As Bartholomew works through his grief, he encounters new characters who are so surprising and delightful that it would spoil the story to reveal them here. Suffice to say that they lead Bartholomew to make some startling discoveries about his own life, learn a lot about alien abduction, visit Cat Parliament, and gaze upon the heart of Saint Brother André and the brain of President James A. Garfield’s assassin. As his world expands in unexpected ways, he writes, “I am not more beautiful than I was when Mom was alive, but I feel as though I am a fist opening, a flower blooming, a match ignited, a beautiful mane of hair loosened from a bun—that so many things previously impossible are now possible.”

Somewhat reminiscent of Mark Haddon’s The Curious Incident of the Dog in the Night-Time, The Good Luck of Right Now is a gentle, wise, poignant, and funny story about the nature of reality and the daily strength required of the brokenhearted to live in it. Quick makes no misstep; each scene, each character, each storyline is perfectly realized and seamlessly woven into the narrative. And Richard Gere hovers over the whole oddball world like a ministering angel, not only inspiring Bartholomew to achieve his heart’s desires, but revealing—just by listening—the incredible courage each struggle requires.
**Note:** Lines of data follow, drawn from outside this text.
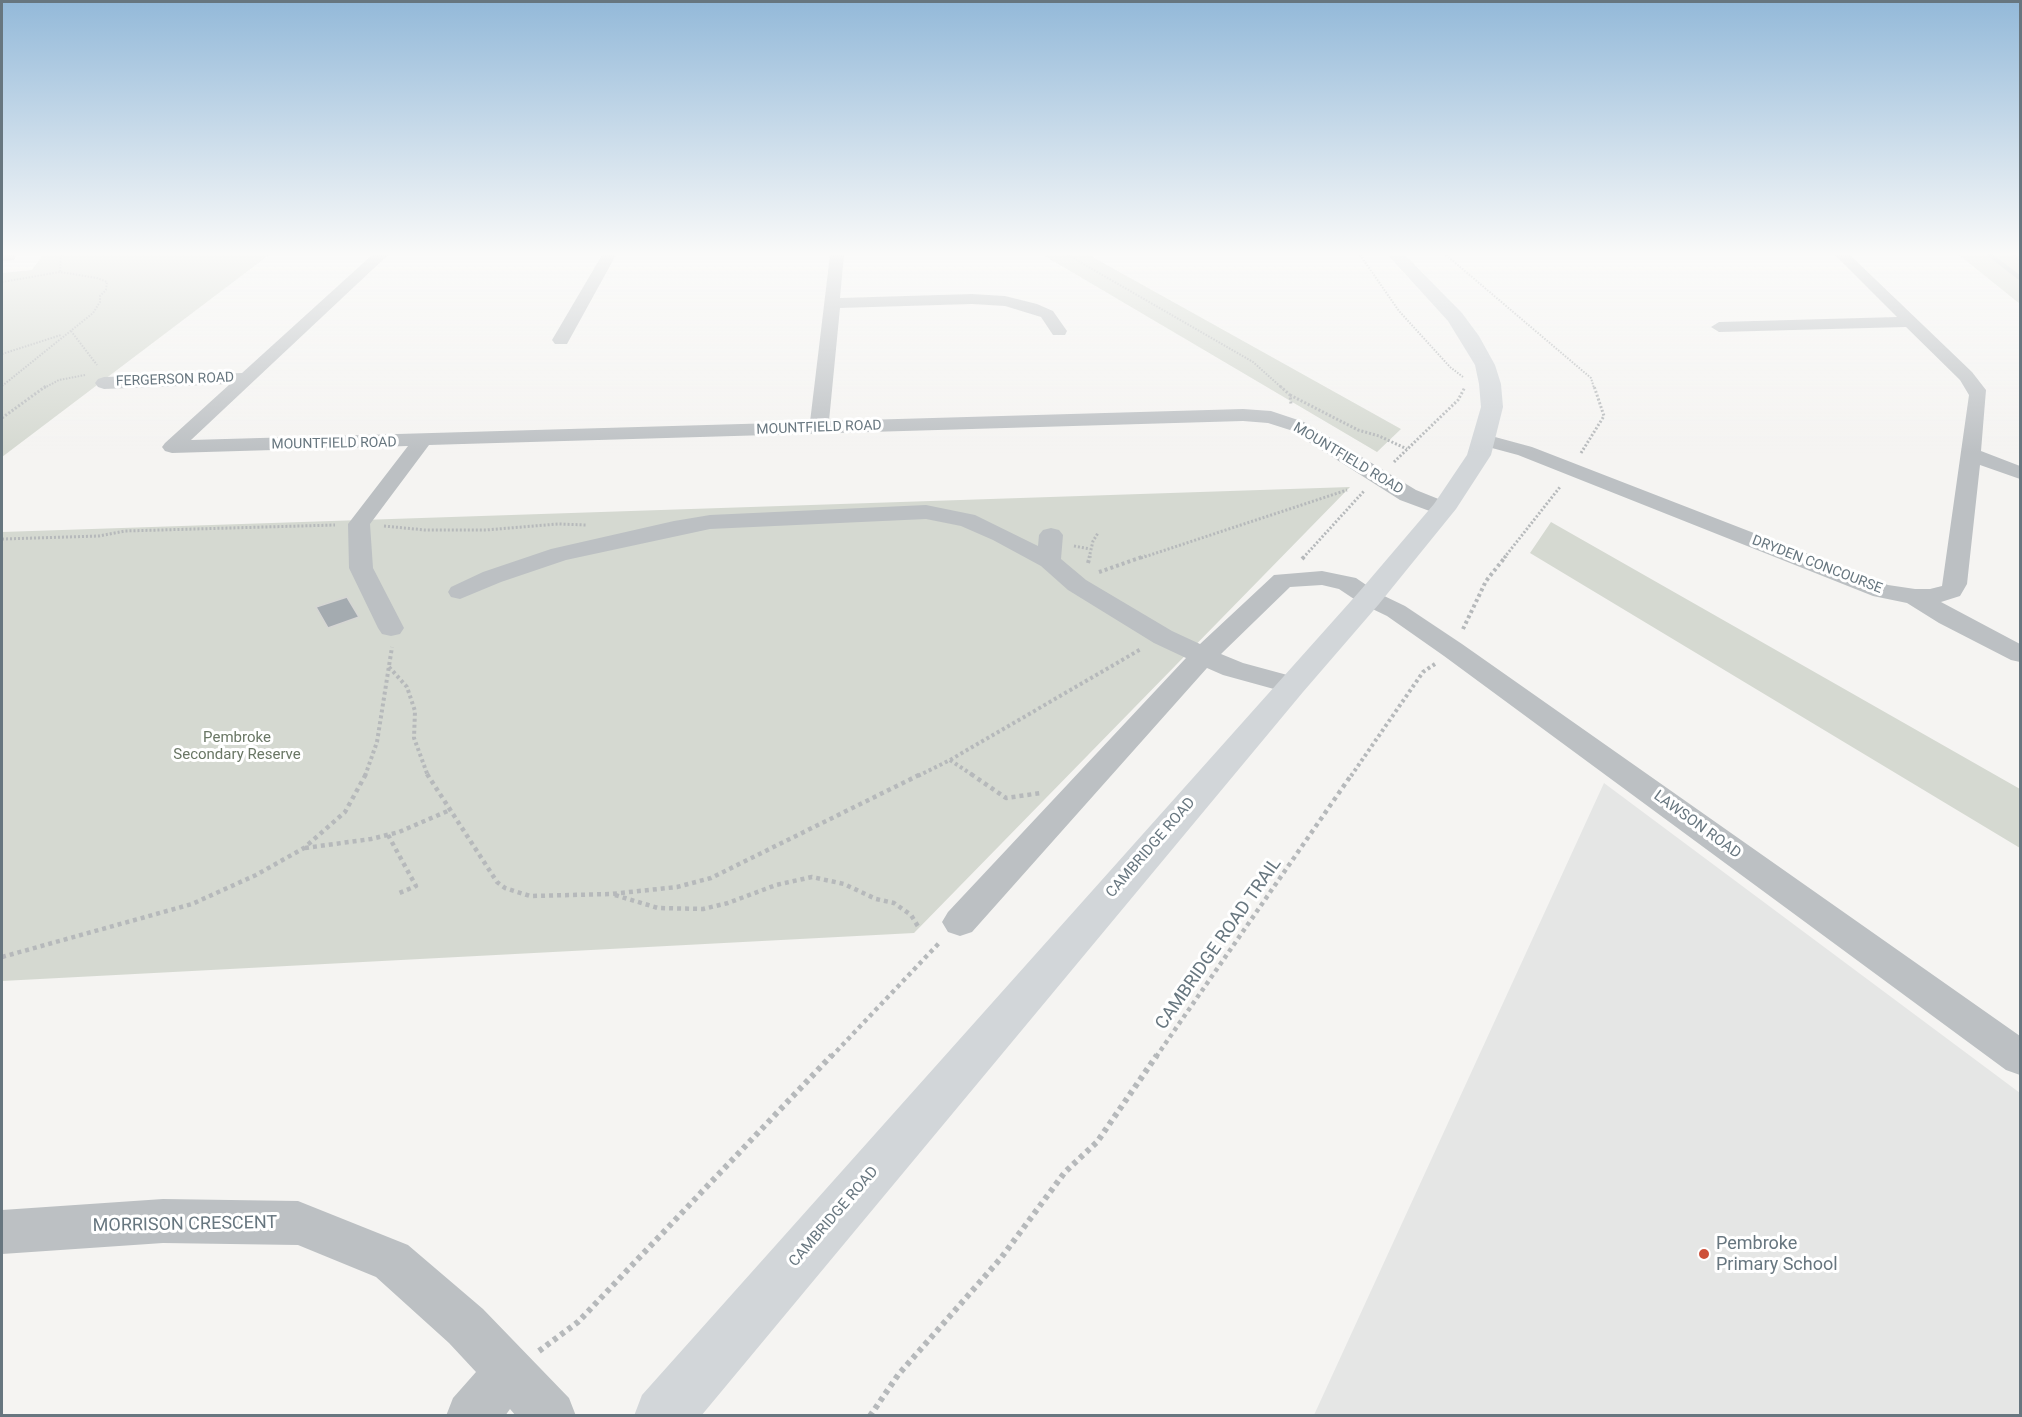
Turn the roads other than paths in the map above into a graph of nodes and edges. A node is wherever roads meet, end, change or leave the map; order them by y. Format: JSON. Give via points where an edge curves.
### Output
{"nodes":[{"id":1,"x":308,"y":321,"type":"edge"},
{"id":2,"x":572,"y":321,"type":"edge"},
{"id":3,"x":830,"y":321,"type":"edge"},
{"id":4,"x":1052,"y":321,"type":"edge"},
{"id":5,"x":1458,"y":321,"type":"edge"},
{"id":6,"x":1910,"y":322,"type":"joint"},
{"id":7,"x":1719,"y":327,"type":"dead end"},
{"id":8,"x":1059,"y":331,"type":"dead end"},
{"id":9,"x":561,"y":340,"type":"dead end"},
{"id":10,"x":246,"y":378,"type":"junction"},
{"id":11,"x":102,"y":379,"type":"road end"},
{"id":12,"x":819,"y":428,"type":"junction"},
{"id":13,"x":1484,"y":440,"type":"junction"},
{"id":14,"x":422,"y":441,"type":"junction"},
{"id":15,"x":1970,"y":454,"type":"junction"},
{"id":16,"x":2020,"y":473,"type":"edge"},
{"id":17,"x":1443,"y":509,"type":"junction"},
{"id":18,"x":1051,"y":535,"type":"dead end"},
{"id":19,"x":1049,"y":561,"type":"junction"},
{"id":20,"x":460,"y":592,"type":"dead end"},
{"id":21,"x":1915,"y":597,"type":"junction"},
{"id":22,"x":1369,"y":598,"type":"junction"},
{"id":23,"x":391,"y":628,"type":"road end"},
{"id":24,"x":2020,"y":654,"type":"edge"},
{"id":25,"x":1203,"y":656,"type":"junction"},
{"id":26,"x":1292,"y":685,"type":"junction"},
{"id":27,"x":960,"y":922,"type":"road end"},
{"id":28,"x":2020,"y":1058,"type":"edge"},
{"id":29,"x":2,"y":1232,"type":"edge"},
{"id":30,"x":510,"y":1372,"type":"junction"},
{"id":31,"x":471,"y":1416,"type":"edge"},
{"id":32,"x":551,"y":1416,"type":"edge"},
{"id":33,"x":663,"y":1416,"type":"edge"}],
"edges":[{"from":1,"to":10,"type":"street"},
{"from":2,"to":9,"type":"street"},
{"from":3,"to":12,"type":"street"},
{"from":4,"to":8,"type":"street"},
{"from":5,"to":13,"type":"main road","name":"CAMBRIDGE ROAD","via":[[1488,374],[1492,396],[1490,424]]},
{"from":6,"to":7,"type":"street"},
{"from":6,"to":15,"type":"street","name":"DRYDEN CONCOURSE","via":[[1977,390]]},
{"from":10,"to":11,"type":"street","name":"FERGERSON ROAD"},
{"from":10,"to":14,"type":"street","name":"MOUNTFIELD ROAD","via":[[172,447]]},
{"from":12,"to":14,"type":"street","name":"MOUNTFIELD ROAD"},
{"from":12,"to":17,"type":"street","name":"MOUNTFIELD ROAD","via":[[1271,417],[1296,426],[1374,482]]},
{"from":13,"to":17,"type":"main road","name":"CAMBRIDGE ROAD","via":[[1479,455]]},
{"from":13,"to":21,"type":"street","name":"DRYDEN CONCOURSE","via":[[1525,451],[1866,586]]},
{"from":14,"to":23,"type":"street","via":[[359,524],[361,568]]},
{"from":15,"to":16,"type":"street"},
{"from":15,"to":21,"type":"street","name":"DRYDEN CONCOURSE","via":[[1954,584],[1951,591],[1942,595]]},
{"from":17,"to":22,"type":"main road","name":"CAMBRIDGE ROAD"},
{"from":18,"to":19,"type":"street"},
{"from":19,"to":20,"type":"street","via":[[967,520],[926,512],[774,518],[674,528],[559,554]]},
{"from":19,"to":25,"type":"street","via":[[1087,577],[1163,636]]},
{"from":21,"to":24,"type":"street","via":[[1941,615]]},
{"from":22,"to":25,"type":"street","name":"LAWSON ROAD","via":[[1347,583],[1323,578],[1283,580]]},
{"from":22,"to":26,"type":"main road","name":"CAMBRIDGE ROAD"},
{"from":22,"to":28,"type":"street","name":"LAWSON ROAD","via":[[1396,611],[1453,650]]},
{"from":25,"to":26,"type":"street","via":[[1233,669]]},
{"from":25,"to":27,"type":"street"},
{"from":26,"to":33,"type":"main road","name":"CAMBRIDGE ROAD"},
{"from":29,"to":30,"type":"street","name":"MORRISON CRESCENT","via":[[164,1221],[298,1223],[392,1261],[466,1326]]},
{"from":30,"to":31,"type":"street"},
{"from":30,"to":32,"type":"street","name":"MORRISON CRESCENT"}]}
A delight from beginning to end, The Good Luck of Right Now is filled with quirky and unlikely characters whose pain and longing are so real that we celebrate each small step they take toward something like wholeness. Each one pretends what is necessary to withstand an unbearable present—whether the result of past choices they regret, circumstances they are powerless to change, or bad bargains they feel forced to make. As Bartholomew writes, “Believing—or maybe even pretending—made you feel better about what had happened, regardless of what was true and what wasn’t. And what is reality, if it isn’t how we feel about things?”